La Nouvelle Génération Congolaise, un collectif dynamique de jeunes, a tenu une conférence de presse significative ce mardi 2 juin à Kinshasa. Au cœur des discussions : le débat intense autour d’une potentielle réforme constitutionnelle, un sujet qui divise actuellement l’échiquier politique en République Démocratique du Congo.
Affirmant que toute réflexion sur la Constitution est un droit fondamental et non un délit, la Nouvelle Génération Congolaise a néanmoins posé trois conditions préalables à toute modification de la loi fondamentale : « une nécessité clairement établie, un consensus national d’envergure et un environnement politique serein ».
« Avant de prendre position pour ou contre, il est de notre devoir de soulever les questions essentielles : pourquoi envisager un changement de la Constitution maintenant ? Quels problèmes spécifiques cette réforme prétend-elle résoudre ? Comment cette modification améliorera-t-elle concrètement le quotidien des Congolais ? Qui en sera le véritable bénéficiaire : la Nation ou certains acteurs politiques ? Comment s’assurer que cette réforme renforcera la démocratie et non des intérêts particuliers ? Tant que ces interrogations n’auront pas de réponses claires, transparentes et convaincantes, la discussion continuera d’alimenter la méfiance et la discorde », a souligné Mukenge Totoro, porte-parole de la Nouvelle Génération.
Face aux dynamiques de pouvoir entre la majorité et l’opposition, cette structure de jeunes a réaffirmé ses priorités inébranlables : la République, la stabilité du pays et le bien-être du peuple congolais.
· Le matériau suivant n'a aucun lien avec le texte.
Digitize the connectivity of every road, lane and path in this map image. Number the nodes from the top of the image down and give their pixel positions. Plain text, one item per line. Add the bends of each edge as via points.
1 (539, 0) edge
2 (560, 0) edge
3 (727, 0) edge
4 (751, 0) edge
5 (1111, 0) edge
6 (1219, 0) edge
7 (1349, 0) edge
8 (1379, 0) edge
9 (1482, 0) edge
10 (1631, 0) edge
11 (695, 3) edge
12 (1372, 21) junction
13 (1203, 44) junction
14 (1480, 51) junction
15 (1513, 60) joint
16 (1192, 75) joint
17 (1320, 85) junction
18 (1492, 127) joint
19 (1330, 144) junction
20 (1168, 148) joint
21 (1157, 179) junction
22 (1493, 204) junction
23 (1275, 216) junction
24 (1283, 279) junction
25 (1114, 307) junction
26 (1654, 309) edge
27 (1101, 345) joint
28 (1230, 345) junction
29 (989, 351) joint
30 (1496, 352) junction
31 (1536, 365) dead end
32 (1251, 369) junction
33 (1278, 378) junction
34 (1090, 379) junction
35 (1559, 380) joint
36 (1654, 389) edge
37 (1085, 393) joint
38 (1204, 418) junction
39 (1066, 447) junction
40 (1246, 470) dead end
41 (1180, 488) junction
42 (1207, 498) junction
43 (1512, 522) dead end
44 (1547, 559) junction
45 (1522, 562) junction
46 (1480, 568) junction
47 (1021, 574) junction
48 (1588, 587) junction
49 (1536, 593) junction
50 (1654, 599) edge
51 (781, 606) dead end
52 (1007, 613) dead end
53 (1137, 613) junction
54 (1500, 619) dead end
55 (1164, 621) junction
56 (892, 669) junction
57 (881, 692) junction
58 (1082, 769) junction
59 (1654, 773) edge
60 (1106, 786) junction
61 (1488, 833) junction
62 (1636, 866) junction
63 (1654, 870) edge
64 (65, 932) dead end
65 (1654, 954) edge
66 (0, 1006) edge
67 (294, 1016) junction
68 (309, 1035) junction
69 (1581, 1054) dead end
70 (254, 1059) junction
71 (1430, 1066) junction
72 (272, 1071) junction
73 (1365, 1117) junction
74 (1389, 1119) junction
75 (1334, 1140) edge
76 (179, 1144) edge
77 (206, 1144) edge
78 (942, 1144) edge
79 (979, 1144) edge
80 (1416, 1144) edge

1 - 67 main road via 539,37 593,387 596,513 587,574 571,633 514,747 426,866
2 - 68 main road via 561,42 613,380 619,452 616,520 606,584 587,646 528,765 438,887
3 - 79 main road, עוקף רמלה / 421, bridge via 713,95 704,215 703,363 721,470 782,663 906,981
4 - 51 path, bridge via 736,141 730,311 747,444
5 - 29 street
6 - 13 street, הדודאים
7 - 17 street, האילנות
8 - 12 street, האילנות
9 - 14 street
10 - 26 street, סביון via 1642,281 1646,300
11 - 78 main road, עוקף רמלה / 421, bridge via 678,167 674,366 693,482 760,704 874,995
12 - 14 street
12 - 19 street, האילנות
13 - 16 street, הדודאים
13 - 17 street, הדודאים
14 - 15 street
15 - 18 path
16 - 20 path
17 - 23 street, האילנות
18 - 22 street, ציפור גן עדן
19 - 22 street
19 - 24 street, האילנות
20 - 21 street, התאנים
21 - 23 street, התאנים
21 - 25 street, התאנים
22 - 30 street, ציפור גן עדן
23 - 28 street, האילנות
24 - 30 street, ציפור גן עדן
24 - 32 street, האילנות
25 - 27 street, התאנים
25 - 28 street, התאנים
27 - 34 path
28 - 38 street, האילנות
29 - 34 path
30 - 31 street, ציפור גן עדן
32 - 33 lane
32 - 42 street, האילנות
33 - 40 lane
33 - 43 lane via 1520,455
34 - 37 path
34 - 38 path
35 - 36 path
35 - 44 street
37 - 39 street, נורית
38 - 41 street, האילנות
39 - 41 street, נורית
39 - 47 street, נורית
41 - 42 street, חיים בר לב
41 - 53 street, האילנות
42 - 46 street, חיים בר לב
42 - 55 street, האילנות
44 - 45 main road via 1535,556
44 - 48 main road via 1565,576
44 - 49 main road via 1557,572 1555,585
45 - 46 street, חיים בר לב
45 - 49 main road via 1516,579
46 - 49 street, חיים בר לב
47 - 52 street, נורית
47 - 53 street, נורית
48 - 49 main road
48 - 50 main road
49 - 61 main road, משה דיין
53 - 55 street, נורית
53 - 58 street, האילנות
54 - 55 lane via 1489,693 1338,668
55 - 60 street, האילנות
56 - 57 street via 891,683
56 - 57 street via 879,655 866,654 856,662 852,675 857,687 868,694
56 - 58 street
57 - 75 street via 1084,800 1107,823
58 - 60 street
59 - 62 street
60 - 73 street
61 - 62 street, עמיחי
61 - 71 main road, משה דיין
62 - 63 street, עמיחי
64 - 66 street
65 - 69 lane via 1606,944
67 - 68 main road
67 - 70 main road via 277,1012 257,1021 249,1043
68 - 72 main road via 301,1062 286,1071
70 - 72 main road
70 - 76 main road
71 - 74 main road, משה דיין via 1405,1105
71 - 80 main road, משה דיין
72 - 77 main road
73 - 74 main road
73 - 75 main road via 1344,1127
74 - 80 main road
Par ailleurs, la Nouvelle Génération a lancé un appel vibrant à la jeunesse, l’exhortant à ne plus se laisser cantonner au rôle de simple réservoir électoral ou de force de mobilisation au service d’intérêts qui ne sont pas les siens. Au contraire, elle doit « s’affirmer comme une force de réflexion, de proposition, de contrôle citoyen et de transformation nationale ».
Concernant la journée « ville morte » organisée ce mercredi à l’initiative de l’opposition, la Nouvelle Génération Congolaise a rappelé qu’il s’agit d’un droit de revendication, garanti par la Constitution. Elle estime que la RDC a besoin à la fois d’une opposition capable de faire des propositions constructives et d’une opposition de contestation. Le mouvement encourage néanmoins toutes les parties prenantes à privilégier les voies du « dialogue, des idées et des réformes constructives ».